The three-corner Youth chief contest will see an ulama-inclined Kamarulzaman Muhammad against liberals and professionals Suhaizan Kiat and Zulhazmi Shariff while for deputy chief, it is a straight fight between party president Datuk Seri Abdul Hadi Awang’s son Mohd Khalil Abdul Hadi (pic) and professional Dr Raja Ahmad Iskandar Raja Yaakob.

If Kamarulzaman wins the Youth chief post and Mohd Khalil wins the deputy post, then tomorrow’s poll may see challenger Datuk Nik Mohd Amar Nik Abdullah unseating incumbent Mohamed Sabu for the deputy president post while for the vice-presidents, challenger Datuk Tuan Ibrahim Tuan Man is expected to unseat the least favoured incumbent Salehuddin Ayub.

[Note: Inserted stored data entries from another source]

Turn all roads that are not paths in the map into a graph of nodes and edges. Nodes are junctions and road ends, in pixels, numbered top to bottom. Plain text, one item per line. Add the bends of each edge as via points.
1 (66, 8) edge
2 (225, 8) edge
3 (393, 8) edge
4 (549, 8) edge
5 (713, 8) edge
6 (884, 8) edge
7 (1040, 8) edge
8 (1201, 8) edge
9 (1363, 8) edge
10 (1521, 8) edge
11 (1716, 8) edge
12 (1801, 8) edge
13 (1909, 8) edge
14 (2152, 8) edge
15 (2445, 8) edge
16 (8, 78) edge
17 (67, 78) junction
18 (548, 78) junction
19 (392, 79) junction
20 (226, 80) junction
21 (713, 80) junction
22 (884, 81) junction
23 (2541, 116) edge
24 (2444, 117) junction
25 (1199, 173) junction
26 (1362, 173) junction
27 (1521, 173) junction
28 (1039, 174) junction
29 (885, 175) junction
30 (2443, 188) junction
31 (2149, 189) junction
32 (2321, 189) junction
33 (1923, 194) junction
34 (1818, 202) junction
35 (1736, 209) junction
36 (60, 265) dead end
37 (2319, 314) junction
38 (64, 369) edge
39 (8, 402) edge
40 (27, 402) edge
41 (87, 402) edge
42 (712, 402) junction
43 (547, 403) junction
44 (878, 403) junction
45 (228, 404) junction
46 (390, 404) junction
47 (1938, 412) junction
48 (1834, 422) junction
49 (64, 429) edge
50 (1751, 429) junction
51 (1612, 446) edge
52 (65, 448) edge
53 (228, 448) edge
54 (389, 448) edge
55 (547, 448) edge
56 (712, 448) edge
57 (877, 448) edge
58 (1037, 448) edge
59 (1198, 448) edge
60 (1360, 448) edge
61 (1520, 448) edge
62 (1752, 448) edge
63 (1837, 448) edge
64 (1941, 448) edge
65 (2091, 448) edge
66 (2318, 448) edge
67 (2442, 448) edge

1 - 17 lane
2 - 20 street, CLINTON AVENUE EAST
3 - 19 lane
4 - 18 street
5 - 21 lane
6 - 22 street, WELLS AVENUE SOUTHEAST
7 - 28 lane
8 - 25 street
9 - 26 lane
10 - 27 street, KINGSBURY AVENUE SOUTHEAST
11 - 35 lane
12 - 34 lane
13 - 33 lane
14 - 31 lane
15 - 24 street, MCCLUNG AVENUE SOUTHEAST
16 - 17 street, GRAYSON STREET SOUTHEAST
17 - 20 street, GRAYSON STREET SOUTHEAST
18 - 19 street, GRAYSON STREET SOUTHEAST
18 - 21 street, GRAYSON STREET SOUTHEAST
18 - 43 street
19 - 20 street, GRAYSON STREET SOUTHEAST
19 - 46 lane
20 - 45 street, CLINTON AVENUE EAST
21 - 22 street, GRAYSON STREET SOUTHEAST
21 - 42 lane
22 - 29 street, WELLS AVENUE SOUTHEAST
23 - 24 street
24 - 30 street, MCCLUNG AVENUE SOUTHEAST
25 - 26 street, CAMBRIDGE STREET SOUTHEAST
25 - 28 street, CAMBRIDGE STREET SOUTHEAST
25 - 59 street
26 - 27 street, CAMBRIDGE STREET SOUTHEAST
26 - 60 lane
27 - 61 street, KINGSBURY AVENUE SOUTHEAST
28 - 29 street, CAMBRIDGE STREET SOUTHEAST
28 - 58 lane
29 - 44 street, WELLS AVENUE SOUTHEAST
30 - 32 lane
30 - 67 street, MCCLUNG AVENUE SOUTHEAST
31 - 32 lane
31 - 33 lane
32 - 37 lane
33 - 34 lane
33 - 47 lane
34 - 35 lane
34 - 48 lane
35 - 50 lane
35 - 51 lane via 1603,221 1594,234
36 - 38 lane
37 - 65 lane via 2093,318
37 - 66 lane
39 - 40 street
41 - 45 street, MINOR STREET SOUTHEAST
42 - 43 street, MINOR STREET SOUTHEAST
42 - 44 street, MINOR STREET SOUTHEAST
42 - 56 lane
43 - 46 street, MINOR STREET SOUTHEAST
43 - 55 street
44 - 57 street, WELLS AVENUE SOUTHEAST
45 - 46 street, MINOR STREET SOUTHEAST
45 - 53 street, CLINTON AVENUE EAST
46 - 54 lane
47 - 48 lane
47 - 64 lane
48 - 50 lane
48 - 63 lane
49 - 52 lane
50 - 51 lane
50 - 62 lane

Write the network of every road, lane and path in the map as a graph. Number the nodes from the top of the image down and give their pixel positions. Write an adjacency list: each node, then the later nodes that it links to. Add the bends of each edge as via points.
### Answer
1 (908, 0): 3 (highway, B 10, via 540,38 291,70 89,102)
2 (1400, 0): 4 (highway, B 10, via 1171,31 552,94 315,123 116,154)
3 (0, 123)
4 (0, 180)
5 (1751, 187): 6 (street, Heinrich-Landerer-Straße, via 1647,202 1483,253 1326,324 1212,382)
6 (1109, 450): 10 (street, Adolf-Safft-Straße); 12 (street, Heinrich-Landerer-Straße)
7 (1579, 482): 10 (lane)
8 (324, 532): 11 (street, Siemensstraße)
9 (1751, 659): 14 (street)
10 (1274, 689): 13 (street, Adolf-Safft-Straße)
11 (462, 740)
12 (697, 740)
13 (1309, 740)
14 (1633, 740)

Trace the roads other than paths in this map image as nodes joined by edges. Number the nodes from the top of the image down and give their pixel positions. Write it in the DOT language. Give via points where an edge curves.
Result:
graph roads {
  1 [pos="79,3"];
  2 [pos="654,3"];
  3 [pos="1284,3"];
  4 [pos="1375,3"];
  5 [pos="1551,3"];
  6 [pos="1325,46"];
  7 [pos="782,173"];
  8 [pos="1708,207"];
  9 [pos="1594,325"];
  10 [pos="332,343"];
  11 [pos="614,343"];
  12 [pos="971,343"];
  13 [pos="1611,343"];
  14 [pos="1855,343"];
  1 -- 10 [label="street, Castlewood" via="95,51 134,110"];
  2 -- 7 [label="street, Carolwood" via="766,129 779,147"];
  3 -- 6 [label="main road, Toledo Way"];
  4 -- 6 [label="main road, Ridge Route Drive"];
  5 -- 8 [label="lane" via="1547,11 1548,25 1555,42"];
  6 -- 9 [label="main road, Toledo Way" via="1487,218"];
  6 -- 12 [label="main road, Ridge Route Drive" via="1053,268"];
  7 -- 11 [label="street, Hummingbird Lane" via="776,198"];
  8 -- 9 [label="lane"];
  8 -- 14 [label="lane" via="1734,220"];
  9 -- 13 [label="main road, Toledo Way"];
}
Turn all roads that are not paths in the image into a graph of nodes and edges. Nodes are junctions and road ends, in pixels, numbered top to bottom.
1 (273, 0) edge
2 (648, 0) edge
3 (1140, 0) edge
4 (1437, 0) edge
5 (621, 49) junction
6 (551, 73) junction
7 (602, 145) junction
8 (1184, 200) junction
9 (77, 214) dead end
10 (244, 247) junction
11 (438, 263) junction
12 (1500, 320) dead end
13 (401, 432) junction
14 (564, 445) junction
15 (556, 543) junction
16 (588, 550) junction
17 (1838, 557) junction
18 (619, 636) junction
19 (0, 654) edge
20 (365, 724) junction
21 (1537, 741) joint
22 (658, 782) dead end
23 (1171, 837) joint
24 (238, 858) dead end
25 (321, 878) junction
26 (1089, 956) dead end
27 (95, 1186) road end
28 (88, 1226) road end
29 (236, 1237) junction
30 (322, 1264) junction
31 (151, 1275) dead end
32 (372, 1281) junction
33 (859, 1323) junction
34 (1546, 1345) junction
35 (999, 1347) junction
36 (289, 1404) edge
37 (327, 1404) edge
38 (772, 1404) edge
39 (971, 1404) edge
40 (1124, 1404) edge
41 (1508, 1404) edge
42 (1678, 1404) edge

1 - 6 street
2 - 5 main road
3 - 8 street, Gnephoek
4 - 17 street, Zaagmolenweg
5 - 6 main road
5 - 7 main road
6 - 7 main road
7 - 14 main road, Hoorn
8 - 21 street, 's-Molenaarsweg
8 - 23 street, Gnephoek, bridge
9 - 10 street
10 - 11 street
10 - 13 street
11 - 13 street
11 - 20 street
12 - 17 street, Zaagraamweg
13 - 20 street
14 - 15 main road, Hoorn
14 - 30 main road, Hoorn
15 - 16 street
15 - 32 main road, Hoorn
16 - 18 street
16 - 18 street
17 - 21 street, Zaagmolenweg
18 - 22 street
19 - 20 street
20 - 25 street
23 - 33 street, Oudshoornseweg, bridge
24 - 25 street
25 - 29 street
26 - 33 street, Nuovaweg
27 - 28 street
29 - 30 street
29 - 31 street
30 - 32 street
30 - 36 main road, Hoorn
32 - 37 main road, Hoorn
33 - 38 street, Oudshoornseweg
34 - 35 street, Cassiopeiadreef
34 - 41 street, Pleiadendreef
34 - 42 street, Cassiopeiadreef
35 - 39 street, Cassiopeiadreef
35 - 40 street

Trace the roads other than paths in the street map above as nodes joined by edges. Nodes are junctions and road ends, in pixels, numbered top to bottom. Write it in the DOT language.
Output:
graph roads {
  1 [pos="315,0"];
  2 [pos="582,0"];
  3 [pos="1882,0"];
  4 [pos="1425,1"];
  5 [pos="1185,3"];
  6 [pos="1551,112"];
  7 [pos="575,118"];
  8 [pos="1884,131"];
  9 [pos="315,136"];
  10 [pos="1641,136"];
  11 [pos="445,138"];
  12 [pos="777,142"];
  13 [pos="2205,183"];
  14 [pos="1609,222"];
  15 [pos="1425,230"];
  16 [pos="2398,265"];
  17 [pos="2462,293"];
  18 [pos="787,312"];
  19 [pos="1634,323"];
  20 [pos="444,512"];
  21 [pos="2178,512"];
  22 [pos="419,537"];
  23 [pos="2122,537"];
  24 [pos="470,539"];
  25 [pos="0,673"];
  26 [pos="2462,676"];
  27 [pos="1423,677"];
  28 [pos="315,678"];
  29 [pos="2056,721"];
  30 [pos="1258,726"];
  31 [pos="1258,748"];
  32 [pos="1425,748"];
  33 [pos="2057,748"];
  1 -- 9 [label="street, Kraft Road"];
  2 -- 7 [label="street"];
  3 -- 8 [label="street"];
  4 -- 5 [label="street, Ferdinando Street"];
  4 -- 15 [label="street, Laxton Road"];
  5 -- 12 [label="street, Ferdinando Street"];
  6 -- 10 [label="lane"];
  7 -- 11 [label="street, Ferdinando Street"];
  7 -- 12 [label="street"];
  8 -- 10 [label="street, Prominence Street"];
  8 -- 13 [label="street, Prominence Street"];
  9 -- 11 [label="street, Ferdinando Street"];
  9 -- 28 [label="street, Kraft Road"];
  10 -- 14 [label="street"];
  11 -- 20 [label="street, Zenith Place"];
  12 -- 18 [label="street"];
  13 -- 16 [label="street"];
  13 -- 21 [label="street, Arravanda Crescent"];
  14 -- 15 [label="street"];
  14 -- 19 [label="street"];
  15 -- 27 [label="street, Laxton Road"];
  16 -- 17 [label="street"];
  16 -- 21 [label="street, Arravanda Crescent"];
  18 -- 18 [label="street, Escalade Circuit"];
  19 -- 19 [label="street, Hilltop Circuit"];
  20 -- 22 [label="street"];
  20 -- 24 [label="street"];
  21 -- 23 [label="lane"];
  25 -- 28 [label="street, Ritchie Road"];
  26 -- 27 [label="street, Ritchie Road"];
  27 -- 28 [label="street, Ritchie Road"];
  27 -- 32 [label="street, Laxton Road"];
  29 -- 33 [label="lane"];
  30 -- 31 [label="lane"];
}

Datuk Abu Bakar Chik, a veteran fundamentalist whose era was alongside Abdul Hadi, the late Datuk Fadzil Nor, the late Yusof Rawa and also secretary-general Mustafa Ali, does not seem to have much  of a chance to be voted as vice-president because he has been “hibernating” too long in Terengganu.

The fundamentalists do not seem to have many candidates that can be placed against the young and professional liberals at the vice-presidency level, but it would suffice them to have the faction’s representatives at deputy president and one in the vice-president’s post.